Moral authority has thus also been defined as the "fundamental assumptions that guide our perceptions of the world".[3]

Characteristics

An individual or a body of people who are seen as communicators of such principles but which does not have the physical power to enforce them on the unwilling are spoken of as having moral authority. An example is the Catholic Church.[4]

In this sense, moral authority has been defined as "the capacity to convince others how the world should be", as opposed to epistemic authority, "the capacity to convince others of how the world is".[5]

Changing focuses

Since the Age of Enlightenment, traditional sources of moral authority such as church or state have been viewed with increasing suspicion in Western culture:[6] perhaps indeed all claims to moral authority.[7] Instead of guides, entertainers; in place of ideals, stimulation.[8]
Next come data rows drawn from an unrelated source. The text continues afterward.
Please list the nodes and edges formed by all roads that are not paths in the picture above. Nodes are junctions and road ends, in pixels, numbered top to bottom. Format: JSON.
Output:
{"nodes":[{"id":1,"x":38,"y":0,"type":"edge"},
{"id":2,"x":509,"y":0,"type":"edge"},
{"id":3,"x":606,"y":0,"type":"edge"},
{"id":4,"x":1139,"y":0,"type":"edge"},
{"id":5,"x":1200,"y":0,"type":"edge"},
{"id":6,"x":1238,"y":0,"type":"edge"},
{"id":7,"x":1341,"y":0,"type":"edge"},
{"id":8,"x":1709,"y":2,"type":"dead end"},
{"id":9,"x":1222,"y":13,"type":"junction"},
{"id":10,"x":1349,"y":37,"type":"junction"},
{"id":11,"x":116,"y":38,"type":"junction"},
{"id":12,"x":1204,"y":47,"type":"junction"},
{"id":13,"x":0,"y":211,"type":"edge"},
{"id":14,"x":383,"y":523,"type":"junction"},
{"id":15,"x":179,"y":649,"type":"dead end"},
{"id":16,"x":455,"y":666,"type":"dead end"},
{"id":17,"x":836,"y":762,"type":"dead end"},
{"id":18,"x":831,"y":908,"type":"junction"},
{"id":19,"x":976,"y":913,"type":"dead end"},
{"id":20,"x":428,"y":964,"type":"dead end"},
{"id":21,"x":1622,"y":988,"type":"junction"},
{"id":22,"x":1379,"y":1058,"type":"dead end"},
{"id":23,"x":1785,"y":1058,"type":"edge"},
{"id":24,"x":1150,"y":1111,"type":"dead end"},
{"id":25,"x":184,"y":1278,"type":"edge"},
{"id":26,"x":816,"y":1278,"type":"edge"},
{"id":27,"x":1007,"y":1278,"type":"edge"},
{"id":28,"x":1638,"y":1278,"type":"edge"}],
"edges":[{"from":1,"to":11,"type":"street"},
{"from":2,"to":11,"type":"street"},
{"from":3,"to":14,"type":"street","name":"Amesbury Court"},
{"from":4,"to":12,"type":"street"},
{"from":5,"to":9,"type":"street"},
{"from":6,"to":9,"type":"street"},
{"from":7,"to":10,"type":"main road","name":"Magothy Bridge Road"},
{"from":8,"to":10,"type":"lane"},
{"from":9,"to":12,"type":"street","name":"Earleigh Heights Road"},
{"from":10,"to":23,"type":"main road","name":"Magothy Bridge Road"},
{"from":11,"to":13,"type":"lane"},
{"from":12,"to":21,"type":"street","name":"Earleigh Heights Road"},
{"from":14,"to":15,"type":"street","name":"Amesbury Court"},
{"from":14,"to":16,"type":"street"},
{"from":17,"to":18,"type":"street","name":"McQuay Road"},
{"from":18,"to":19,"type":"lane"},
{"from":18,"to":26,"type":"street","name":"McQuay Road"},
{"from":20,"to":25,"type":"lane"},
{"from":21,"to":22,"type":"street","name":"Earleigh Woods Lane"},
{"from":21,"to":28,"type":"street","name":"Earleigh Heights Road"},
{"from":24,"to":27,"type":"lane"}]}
Expertise, or alternatively what Emmanuel Levinas called the tyranny of opinion,[9] or else an appeal to science,[10] may be looked to for alternative sources of moral authority; or there may be a postmodern revulsion from all grand narratives which might ground such narratives [11] in favour of moral relativism.

Where a figure still wields some degree of moral authority, this may be attributed in large part to his modernist reticence, lack of dogma, and capacity for self-doubt[12] - as opposed for example to the unchallenged moral authority for centuries attributed to Virgil as a norma vivendi.[13]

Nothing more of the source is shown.